Start of INPUT DATA
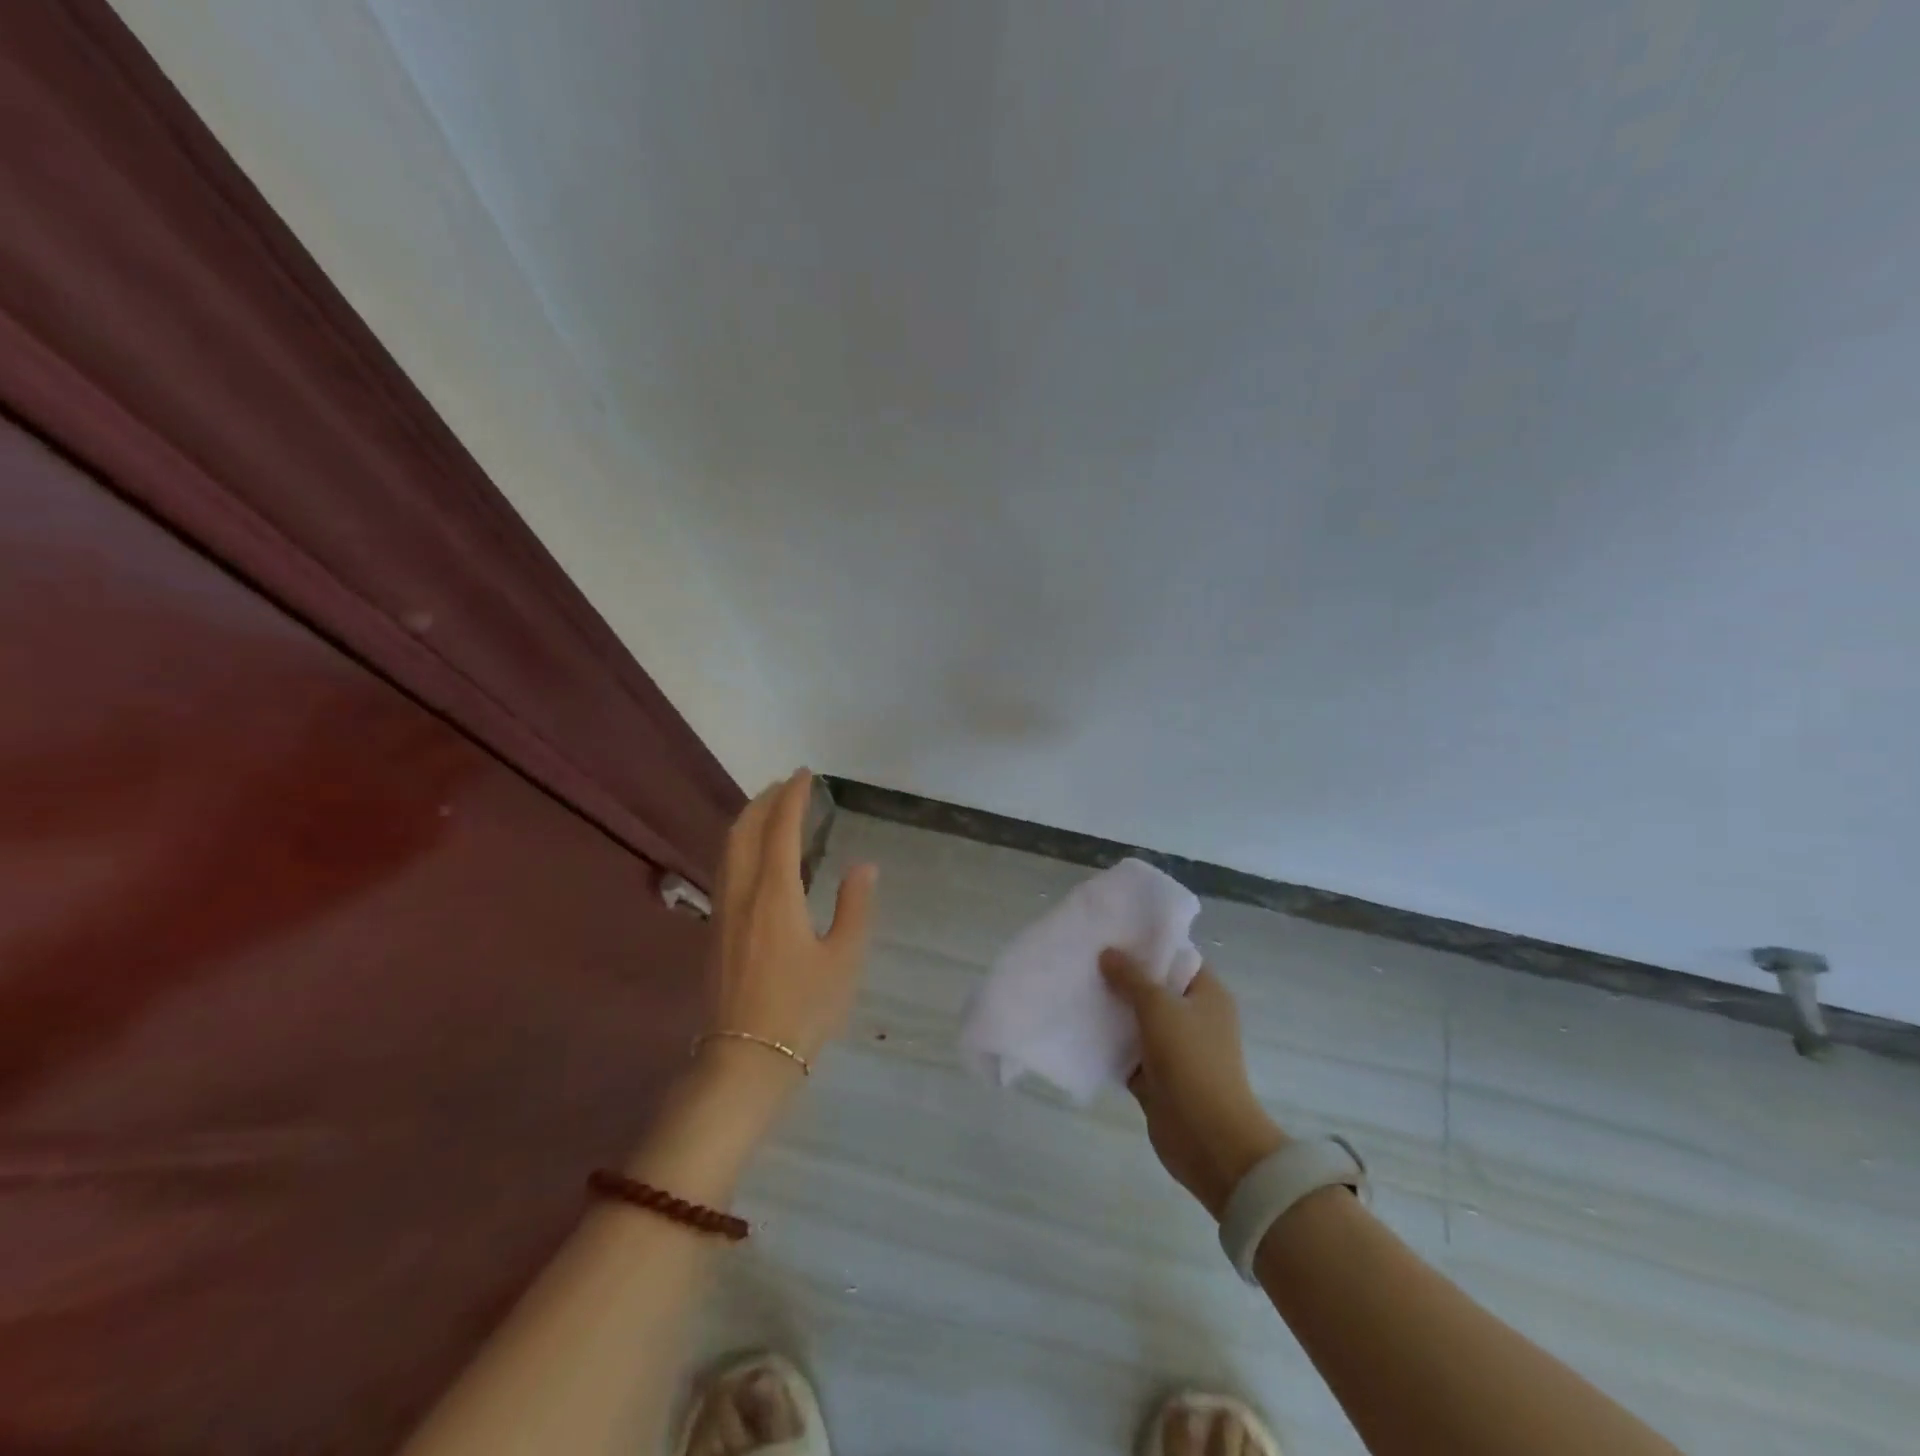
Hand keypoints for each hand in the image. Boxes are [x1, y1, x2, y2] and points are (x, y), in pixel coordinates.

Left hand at [708, 769, 877, 1086]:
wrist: (745, 1059)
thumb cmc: (802, 1009)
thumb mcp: (843, 959)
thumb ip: (854, 906)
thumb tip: (864, 865)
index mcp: (775, 894)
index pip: (780, 828)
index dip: (792, 797)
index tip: (804, 774)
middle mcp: (742, 892)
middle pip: (744, 830)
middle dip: (763, 800)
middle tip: (786, 785)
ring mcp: (723, 911)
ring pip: (728, 849)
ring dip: (747, 820)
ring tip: (769, 810)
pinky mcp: (715, 930)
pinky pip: (725, 868)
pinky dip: (740, 845)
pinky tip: (755, 857)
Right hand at [1100, 949, 1287, 1218]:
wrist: (1208, 1138)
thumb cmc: (1191, 1060)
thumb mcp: (1159, 1007)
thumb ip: (1132, 978)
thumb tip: (1108, 952)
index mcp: (1206, 994)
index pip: (1175, 957)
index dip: (1146, 945)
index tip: (1110, 934)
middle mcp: (1193, 1017)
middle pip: (1152, 988)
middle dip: (1121, 976)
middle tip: (1084, 957)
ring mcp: (1174, 1049)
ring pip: (1136, 1020)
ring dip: (1111, 1010)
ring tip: (1075, 986)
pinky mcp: (1156, 1077)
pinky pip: (1127, 1052)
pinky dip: (1107, 1043)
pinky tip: (1078, 1027)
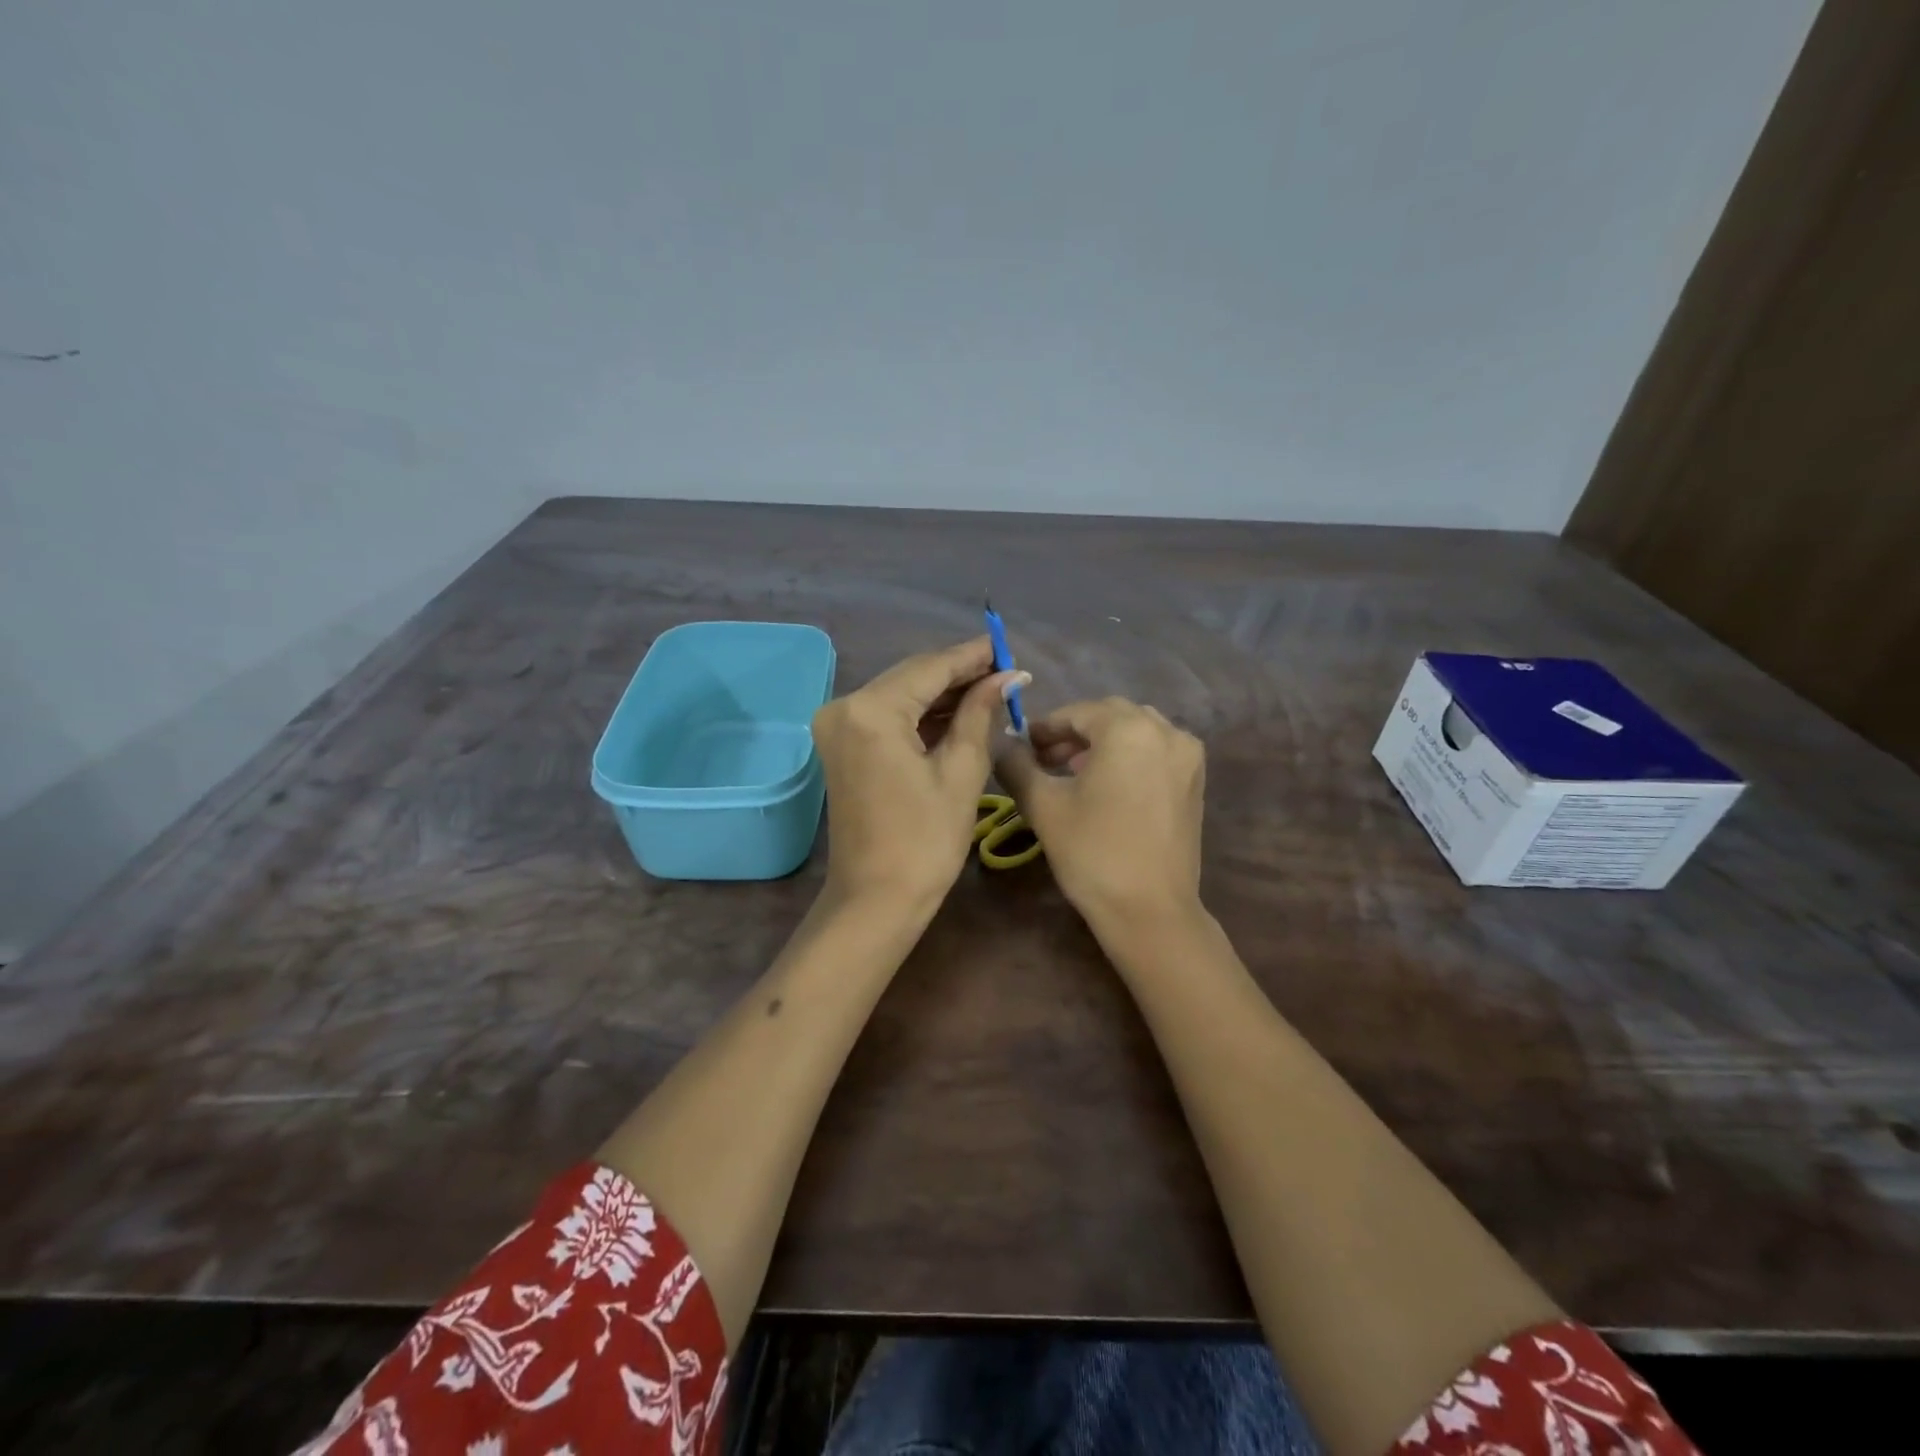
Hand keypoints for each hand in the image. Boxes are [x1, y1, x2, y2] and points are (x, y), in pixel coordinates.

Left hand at [812, 637, 1025, 910]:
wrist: (875, 899)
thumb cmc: (925, 841)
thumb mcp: (961, 772)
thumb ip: (980, 714)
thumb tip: (1008, 677)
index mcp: (871, 710)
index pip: (930, 667)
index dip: (972, 656)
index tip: (1008, 646)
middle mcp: (845, 707)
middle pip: (912, 676)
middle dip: (959, 674)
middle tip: (1007, 671)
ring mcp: (838, 726)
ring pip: (901, 695)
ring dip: (943, 694)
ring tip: (993, 690)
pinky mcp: (843, 745)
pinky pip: (888, 717)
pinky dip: (922, 715)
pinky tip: (960, 712)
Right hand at [996, 697, 1205, 929]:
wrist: (1150, 910)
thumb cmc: (1092, 852)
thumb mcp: (1043, 806)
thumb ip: (1017, 765)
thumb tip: (1002, 745)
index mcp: (1129, 729)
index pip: (1078, 712)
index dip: (1046, 727)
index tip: (1023, 747)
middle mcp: (1166, 731)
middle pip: (1110, 716)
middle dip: (1075, 732)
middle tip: (1044, 758)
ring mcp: (1187, 756)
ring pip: (1136, 731)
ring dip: (1103, 742)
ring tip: (1074, 772)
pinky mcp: (1195, 782)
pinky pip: (1156, 752)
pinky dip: (1130, 756)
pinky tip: (1108, 785)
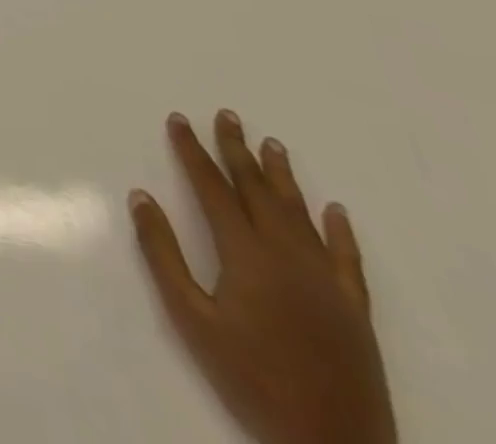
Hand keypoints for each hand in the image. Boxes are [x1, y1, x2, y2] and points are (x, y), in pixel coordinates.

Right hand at [129, 111, 394, 443]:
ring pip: (300, 214)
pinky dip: (339, 230)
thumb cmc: (252, 379)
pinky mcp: (355, 309)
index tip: (179, 119)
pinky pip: (347, 258)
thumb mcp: (192, 319)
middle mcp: (288, 255)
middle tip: (227, 115)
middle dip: (237, 150)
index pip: (213, 188)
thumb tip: (141, 197)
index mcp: (246, 254)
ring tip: (272, 143)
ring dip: (282, 176)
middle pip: (258, 190)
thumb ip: (163, 254)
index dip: (193, 151)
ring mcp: (327, 281)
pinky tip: (334, 209)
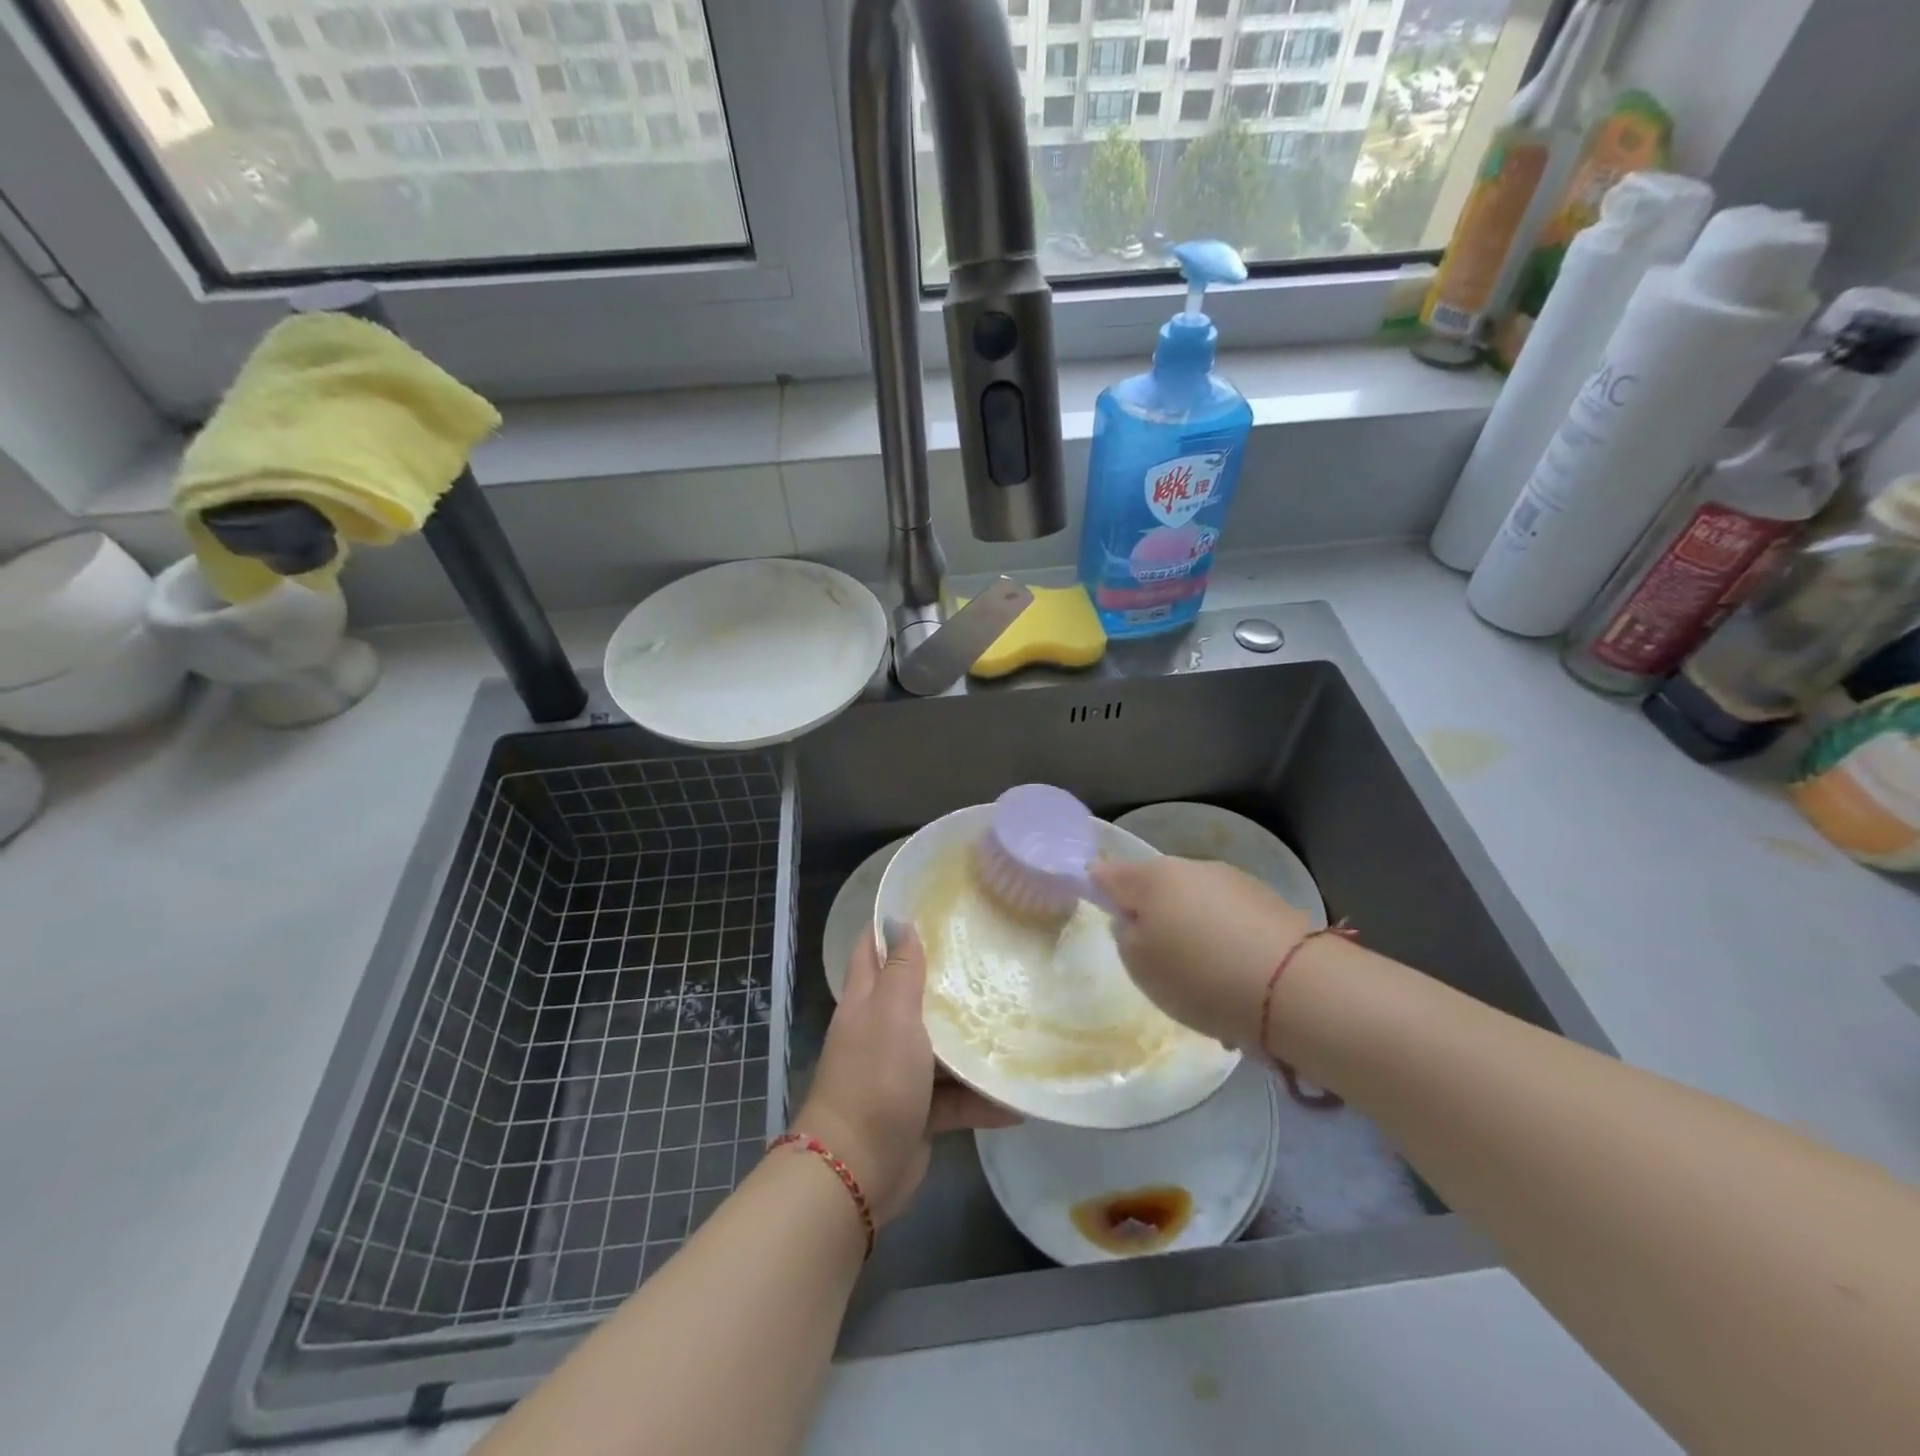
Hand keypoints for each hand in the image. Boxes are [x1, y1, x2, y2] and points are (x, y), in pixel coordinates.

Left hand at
End of INPUT DATA
— TO DO —
Each line above from the one containing "middle dip: (763, 800)" through the one containing "thumb ip: (980, 714)" is to be returned verbatim. Nothing else, and no pictures.

— EXERCISE ANSWER —
middle dip: (763, 800)
middle tip: (786, 785)
ring mcp: (723, 911)
ring pip: (728, 849)
ring dip: (747, 820)
ring tip: (769, 810)
pinky mcp: (715, 930)
pinky pip: (725, 868)
pinky dip: (740, 845)
pinky tip: (755, 857)
Right hand at [1100, 949, 1287, 1218]:
wrist: (1208, 1138)
thumb cmc: (1191, 1060)
thumb mcp: (1159, 1007)
thumb ip: (1132, 978)
thumb tip: (1108, 952)
index mcp: (1206, 994)
index pip: (1175, 957)
index dip: (1146, 945)
index tip: (1110, 934)
middle mcp: (1193, 1017)
middle pip: (1152, 988)
middle dip: (1121, 976)
middle tip: (1084, 957)
ring mcp: (1174, 1049)
ring pip: (1136, 1020)
ring dip: (1111, 1010)
ring tip: (1075, 986)
pinky mcp: (1156, 1077)
pinky pip: (1127, 1052)
pinky dip: (1107, 1043)
pinky tip: (1078, 1027)
Hand keypoints for each hand in the image. Boxes are [x1, y1, x2, y2] and points are (x, y), in pixel coordinates.

Left hand at [812, 637, 1025, 910]:
wrist: (875, 899)
thumb cmc: (925, 841)
thumb mcp: (961, 772)
thumb ip: (980, 714)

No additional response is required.